In A Lesson in Secrets, Maisie is approached by the British Secret Service. They want her to take on a job teaching philosophy at a college in Cambridge to keep an eye on possibly subversive activity there. The college was founded with the goal of promulgating peace by bringing students from many different countries together. As will be no surprise to mystery readers, it’s not too long before someone gets murdered, at which point Maisie has two jobs — her original undercover work and her efforts to solve the murder. Her detective work leads her in interesting directions — she learns about a man who wrote young adult books espousing pacificism that were so powerful that disillusioned soldiers in the trenches of World War I stopped fighting. She also investigates students and staff from the college who attend pro-Nazi rallies in London. Maisie is worried that the Secret Service is not taking these meetings seriously enough.

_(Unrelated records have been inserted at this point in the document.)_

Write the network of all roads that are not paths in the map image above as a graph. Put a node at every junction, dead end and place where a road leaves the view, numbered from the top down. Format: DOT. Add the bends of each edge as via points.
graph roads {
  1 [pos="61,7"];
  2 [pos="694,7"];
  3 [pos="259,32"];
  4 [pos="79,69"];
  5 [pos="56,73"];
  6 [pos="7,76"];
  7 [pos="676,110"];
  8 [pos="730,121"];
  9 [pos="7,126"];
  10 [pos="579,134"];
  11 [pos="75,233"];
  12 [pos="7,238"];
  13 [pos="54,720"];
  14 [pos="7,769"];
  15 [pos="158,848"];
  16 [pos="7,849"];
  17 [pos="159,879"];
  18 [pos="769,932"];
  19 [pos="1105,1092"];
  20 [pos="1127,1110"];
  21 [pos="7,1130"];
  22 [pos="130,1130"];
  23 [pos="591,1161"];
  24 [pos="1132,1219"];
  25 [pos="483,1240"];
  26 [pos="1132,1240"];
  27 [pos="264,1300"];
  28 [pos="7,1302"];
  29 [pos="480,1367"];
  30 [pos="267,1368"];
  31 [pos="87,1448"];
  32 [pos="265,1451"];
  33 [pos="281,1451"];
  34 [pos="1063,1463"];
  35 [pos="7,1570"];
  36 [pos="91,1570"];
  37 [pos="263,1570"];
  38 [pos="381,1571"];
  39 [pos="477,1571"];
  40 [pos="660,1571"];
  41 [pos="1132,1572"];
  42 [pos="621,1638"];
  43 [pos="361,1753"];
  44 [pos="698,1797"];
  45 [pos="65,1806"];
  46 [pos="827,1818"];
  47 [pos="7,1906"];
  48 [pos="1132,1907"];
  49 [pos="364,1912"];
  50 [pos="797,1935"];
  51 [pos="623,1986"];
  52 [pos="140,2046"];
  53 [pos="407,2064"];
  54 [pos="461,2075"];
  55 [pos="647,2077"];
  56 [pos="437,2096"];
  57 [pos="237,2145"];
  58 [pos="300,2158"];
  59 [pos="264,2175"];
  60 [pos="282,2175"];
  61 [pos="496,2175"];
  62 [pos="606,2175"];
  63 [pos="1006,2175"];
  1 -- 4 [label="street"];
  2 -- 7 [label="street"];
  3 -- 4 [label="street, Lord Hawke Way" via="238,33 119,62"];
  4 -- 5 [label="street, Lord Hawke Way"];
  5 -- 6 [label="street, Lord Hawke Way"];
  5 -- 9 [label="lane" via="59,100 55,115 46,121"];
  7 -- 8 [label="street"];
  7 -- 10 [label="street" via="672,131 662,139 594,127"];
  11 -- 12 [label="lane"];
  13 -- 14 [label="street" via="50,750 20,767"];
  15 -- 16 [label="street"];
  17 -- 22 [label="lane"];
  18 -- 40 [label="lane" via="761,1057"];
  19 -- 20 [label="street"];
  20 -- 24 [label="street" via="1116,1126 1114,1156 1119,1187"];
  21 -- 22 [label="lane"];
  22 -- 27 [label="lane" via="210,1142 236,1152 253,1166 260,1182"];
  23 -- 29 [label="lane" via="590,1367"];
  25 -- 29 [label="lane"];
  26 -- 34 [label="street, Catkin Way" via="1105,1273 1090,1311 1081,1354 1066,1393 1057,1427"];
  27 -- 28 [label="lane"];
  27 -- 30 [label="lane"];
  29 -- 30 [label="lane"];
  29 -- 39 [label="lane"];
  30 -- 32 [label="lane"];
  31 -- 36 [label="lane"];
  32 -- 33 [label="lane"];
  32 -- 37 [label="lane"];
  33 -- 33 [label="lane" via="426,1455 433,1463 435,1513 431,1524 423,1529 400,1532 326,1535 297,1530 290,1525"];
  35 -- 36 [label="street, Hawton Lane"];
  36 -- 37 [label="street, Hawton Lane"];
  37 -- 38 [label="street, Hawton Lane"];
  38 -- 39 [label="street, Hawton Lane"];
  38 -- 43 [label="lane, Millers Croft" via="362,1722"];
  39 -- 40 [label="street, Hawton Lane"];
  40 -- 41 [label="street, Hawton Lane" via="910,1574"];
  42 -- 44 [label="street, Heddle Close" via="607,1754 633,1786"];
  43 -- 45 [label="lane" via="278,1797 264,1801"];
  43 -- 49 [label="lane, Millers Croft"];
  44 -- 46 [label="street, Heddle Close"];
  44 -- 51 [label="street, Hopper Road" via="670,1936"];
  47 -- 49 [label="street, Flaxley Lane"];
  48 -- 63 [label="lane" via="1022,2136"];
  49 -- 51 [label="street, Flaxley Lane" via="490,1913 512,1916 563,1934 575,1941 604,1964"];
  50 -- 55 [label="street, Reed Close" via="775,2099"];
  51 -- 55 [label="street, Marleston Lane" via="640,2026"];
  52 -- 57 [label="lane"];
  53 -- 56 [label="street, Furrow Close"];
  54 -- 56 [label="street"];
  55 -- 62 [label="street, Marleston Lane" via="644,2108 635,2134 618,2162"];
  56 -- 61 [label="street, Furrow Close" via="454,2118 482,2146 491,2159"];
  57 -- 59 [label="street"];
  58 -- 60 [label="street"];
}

I described her as having two jobs, but really, of course, she has three, which is the thing that drove me a little crazy about this book. In addition to her complicated detective work (there is another subplot about a missing friend, although she is not in charge of that investigation), she is becoming a teacher for the first time. I just could not believe that anybody could take up teaching quite as easily and naturally as Maisie does, all the while spending most of her time on her investigations. She has no worries or angst about what goes on in the classroom; she carries around a stack of papers, but doesn’t seem to spend much time reading them; and we don’t learn much about how and when she prepares for class. And this after being out of an academic environment for many years. Oh, and she gets the job very, very easily, although that may have been because of connections and the Secret Service pulling strings. But she only needs to spend a week or two preparing for her interview and her new classes, apparently having forgotten absolutely nothing of the curriculum from her Cambridge years.
This touches on something that has bothered me about Maisie before — she is just too perfect. Yes, she has flaws, but they feel fake — not really flaws, just struggles that come out of her poor childhood and her World War I nursing experiences. She would feel more human to me if she did stupid things occasionally, or if she forgot something important, or if her amazing intuitive powers failed her now and then.
But still, I enjoy reading these books, and they always give me things to think about, even, sometimes, if it’s thoughts about what didn’t work.